• What needs to be done
All of the records below must be output exactly, with no pictures carried over.

──────── Material supplied

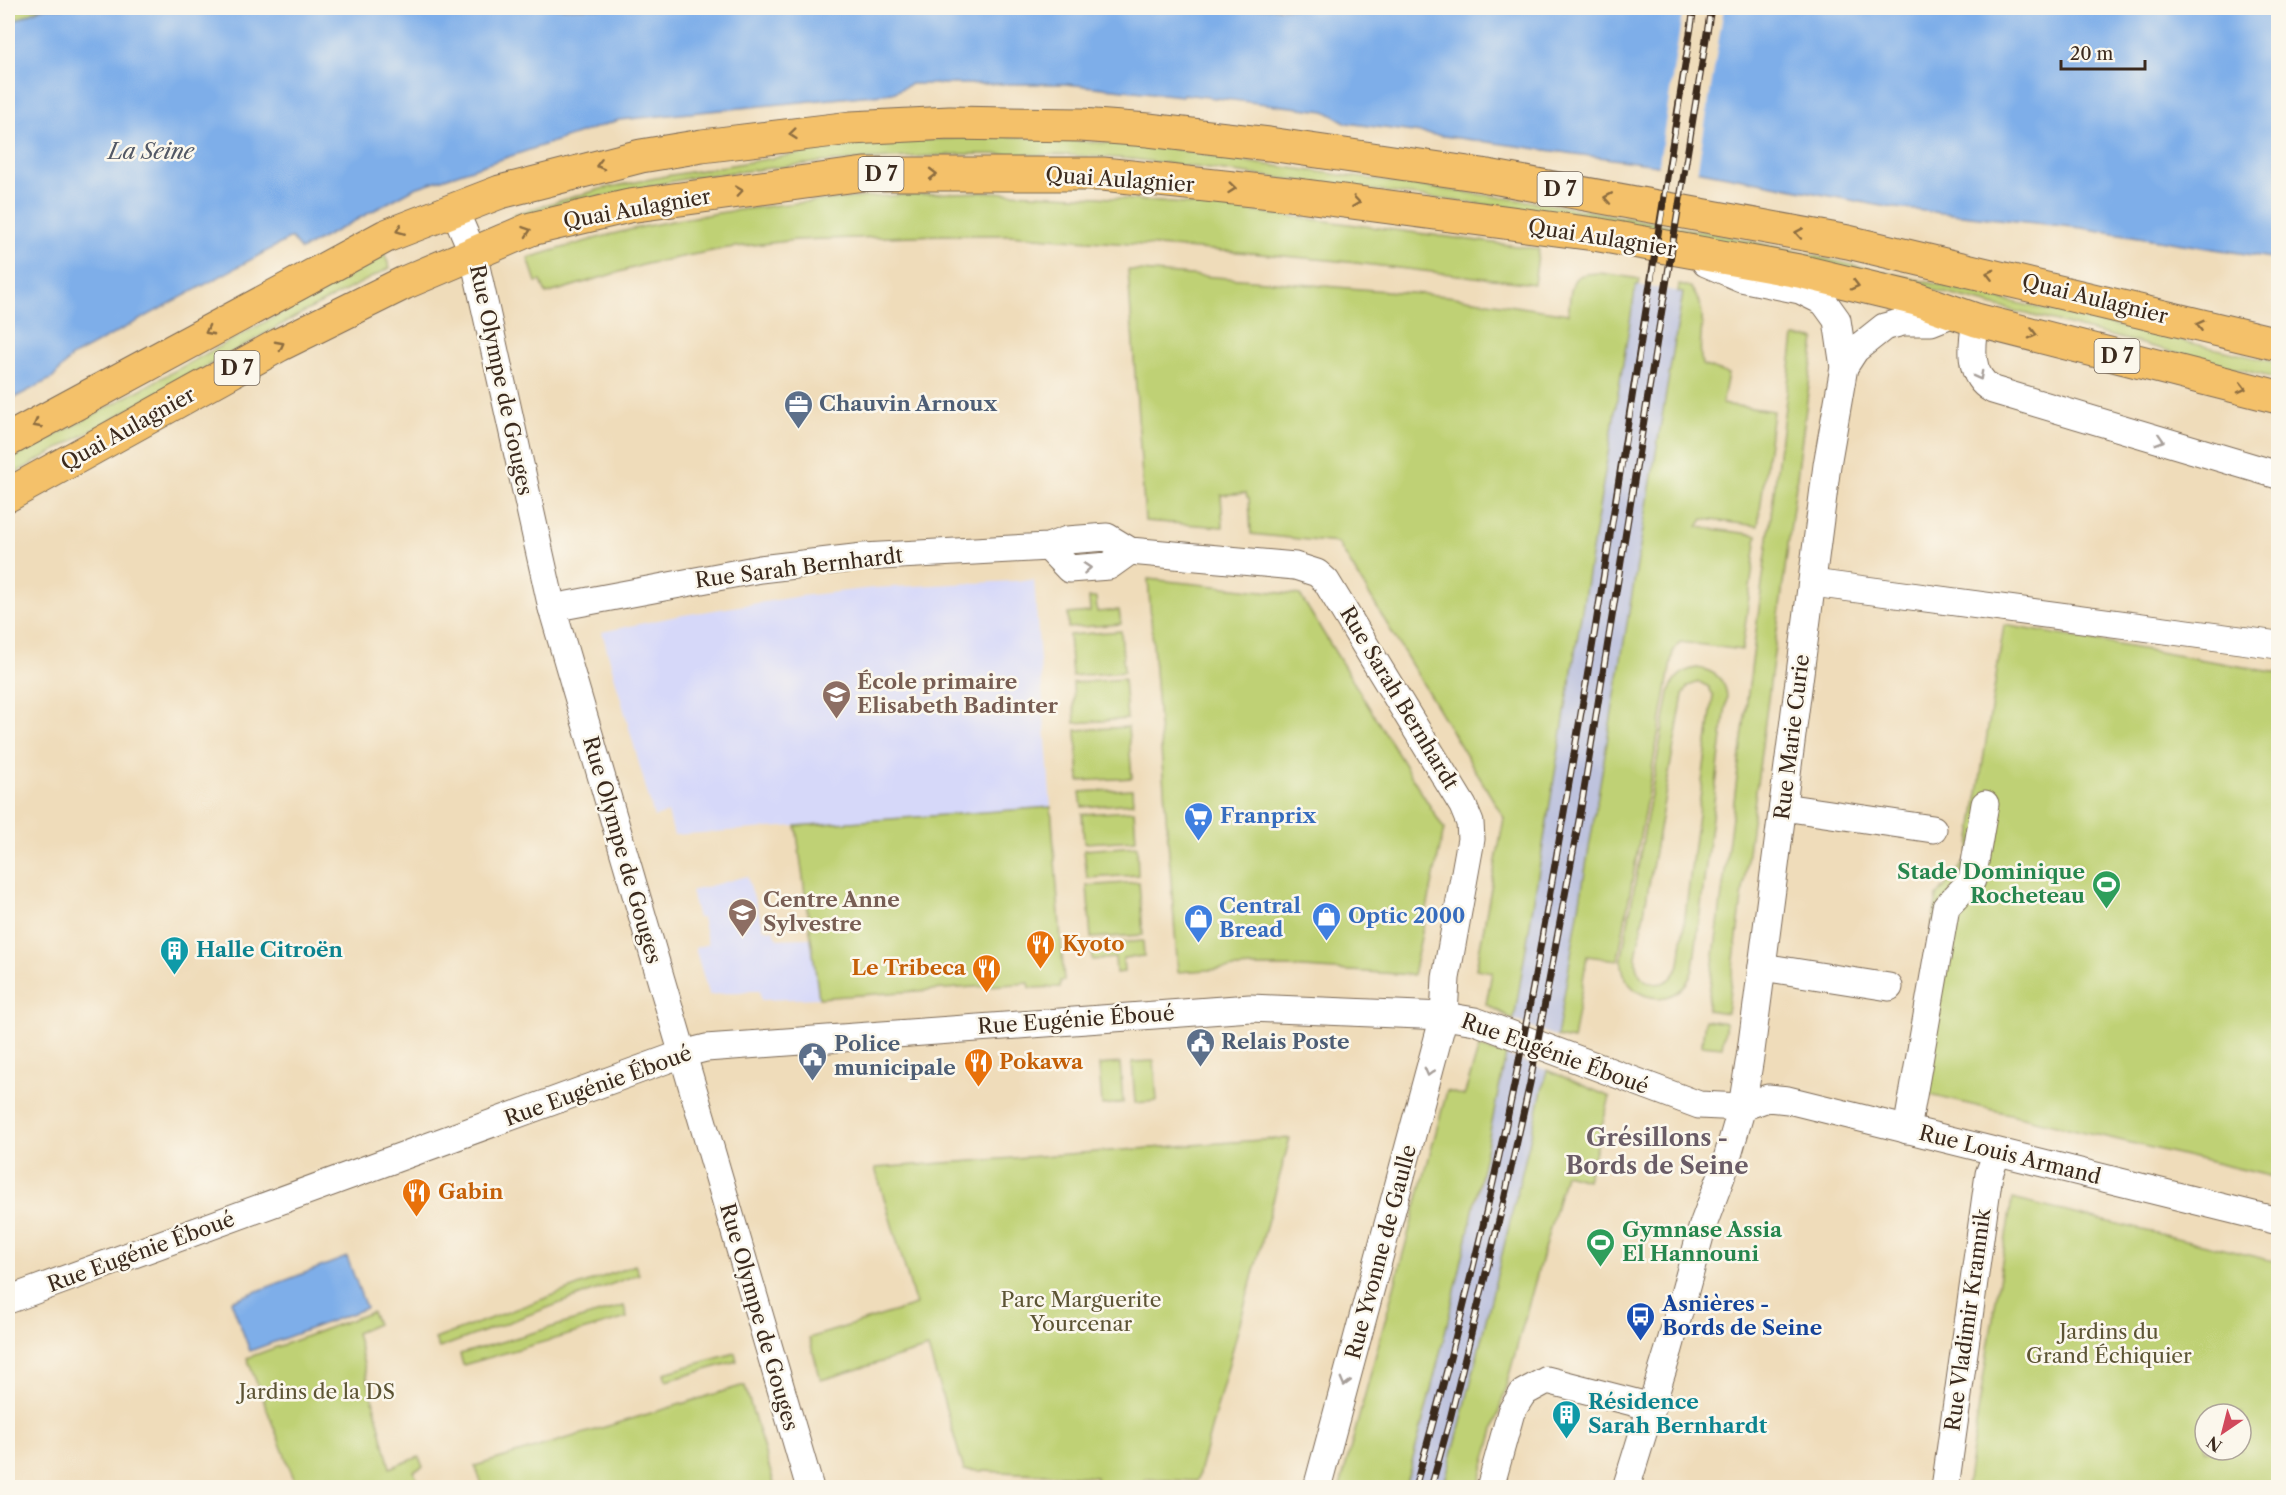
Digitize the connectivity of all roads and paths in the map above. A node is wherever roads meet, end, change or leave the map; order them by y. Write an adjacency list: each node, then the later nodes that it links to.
1 (454, 208): 3 (street, Rue Olympe de Gouges); 5 (main road, Quai Aulagnier / D 7, one-way to 1); 8 (main road, Quai Aulagnier / D 7, one-way to 8)
2 (1674, 249): 3 (main road, Quai Aulagnier / D 7, one-way to 2); 4 (main road, Quai Aulagnier / D 7, one-way to 4); 6 (street, Rue Marie Curie)
3 (473, 253): 10 (main road, Quai Aulagnier / D 7, one-way to 3); 12 (street, Rue Olympe de Gouges)
4 (1966, 316): 6 (street, Rue Marie Curie); 7 (main road, Quai Aulagnier / D 7, one-way to 7); 9 (street, one-way to 9)
5 (2278, 344)
6 (1844, 367): 11 (street, Rue Marie Curie)
7 (2278, 397)
8 (8, 440)
9 (2278, 475)
10 (8, 495)
11 (1812, 582): 13 (street); 15 (street, Rue Marie Curie)
12 (552, 608): 19 (street, Rue Sarah Bernhardt); 20 (street, Rue Olympe de Gouges)
13 (2278, 645)
14 (1985, 804): 22 (street)
15 (1783, 807): 16 (street); 17 (street, Rue Marie Curie)
16 (1933, 829)
17 (1762, 967): 18 (street); 21 (street, Rue Marie Curie)
18 (1889, 987)
19 (1444, 1016): 20 (street, Rue Eugénie Éboué); 21 (street, Rue Eugénie Éboué); 28 (street, Rue Yvonne de Gaulle, one-way to 28)
20 (682, 1054): 25 (street, Rue Eugénie Éboué); 27 (street, Rue Olympe de Gouges)
21 (1742, 1107): 22 (street, Rue Louis Armand); 26 (street, Rue Marie Curie)
22 (1907, 1130): 23 (street, Rue Louis Armand)
23 (1997, 1153): 24 (street, Rue Louis Armand); 31 (street, Rue Vladimir Kramnik)
24 (2278, 1221)
25 (8, 1300)
26 (1652, 1407): 29 (street); 30 (street, Rue Marie Curie)
27 (810, 1488)
28 (1317, 1488)
29 (1490, 1488)
30 (1626, 1488)
31 (1944, 1488)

────────────────

• Task response
Digitize the connectivity of all roads and paths in the map above. A node is wherever roads meet, end, change or leave the map; order them by y. Write an adjacency list: each node, then the later nodes that it links to.
1 (454, 208): 3 (street, Rue Olympe de Gouges); 5 (main road, Quai Aulagnier / D 7, one-way to 1); 8 (main road, Quai Aulagnier / D 7, one-way to 8)
2 (1674, 249): 3 (main road, Quai Aulagnier / D 7, one-way to 2); 4 (main road, Quai Aulagnier / D 7, one-way to 4); 6 (street, Rue Marie Curie)
3 (473, 253): 10 (main road, Quai Aulagnier / D 7, one-way to 3); 12 (street, Rue Olympe de Gouges)
4 (1966, 316): 6 (street, Rue Marie Curie); 7 (main road, Quai Aulagnier / D 7, one-way to 7); 9 (street, one-way to 9)
5 (2278, 344)
6 (1844, 367): 11 (street, Rue Marie Curie)
7 (2278, 397)
8 (8, 440)
9 (2278, 475)
10 (8, 495)
11 (1812, 582): 13 (street); 15 (street, Rue Marie Curie)
12 (552, 608): 19 (street, Rue Sarah Bernhardt); 20 (street, Rue Olympe de Gouges)
13 (2278, 645)
14 (1985, 804): 22 (street)
15 (1783, 807): 16 (street); 17 (street, Rue Marie Curie)
16 (1933, 829)
17 (1762, 967): 18 (street); 21 (street, Rue Marie Curie)
18 (1889, 987)
19 (1444, 1016): 20 (street, Rue Eugénie Éboué); 21 (street, Rue Eugénie Éboué); 28 (street, Rue Yvonne de Gaulle, one-way to 28)
20 (682, 1054): 25 (street, Rue Eugénie Éboué); 27 (street, Rue Olympe de Gouges)
21 (1742, 1107): 22 (street, Rue Louis Armand); 26 (street, Rue Marie Curie)
22 (1907, 1130): 23 (street, Rue Louis Armand)
23 (1997, 1153): 24 (street, Rue Louis Armand); 31 (street, Rue Vladimir Kramnik)
24 (2278, 1221)
25 (8, 1300)
26 (1652, 1407): 29 (street); 30 (street, Rue Marie Curie)
27 (810, 1488)
28 (1317, 1488)
29 (1490, 1488)
30 (1626, 1488)
31 (1944, 1488)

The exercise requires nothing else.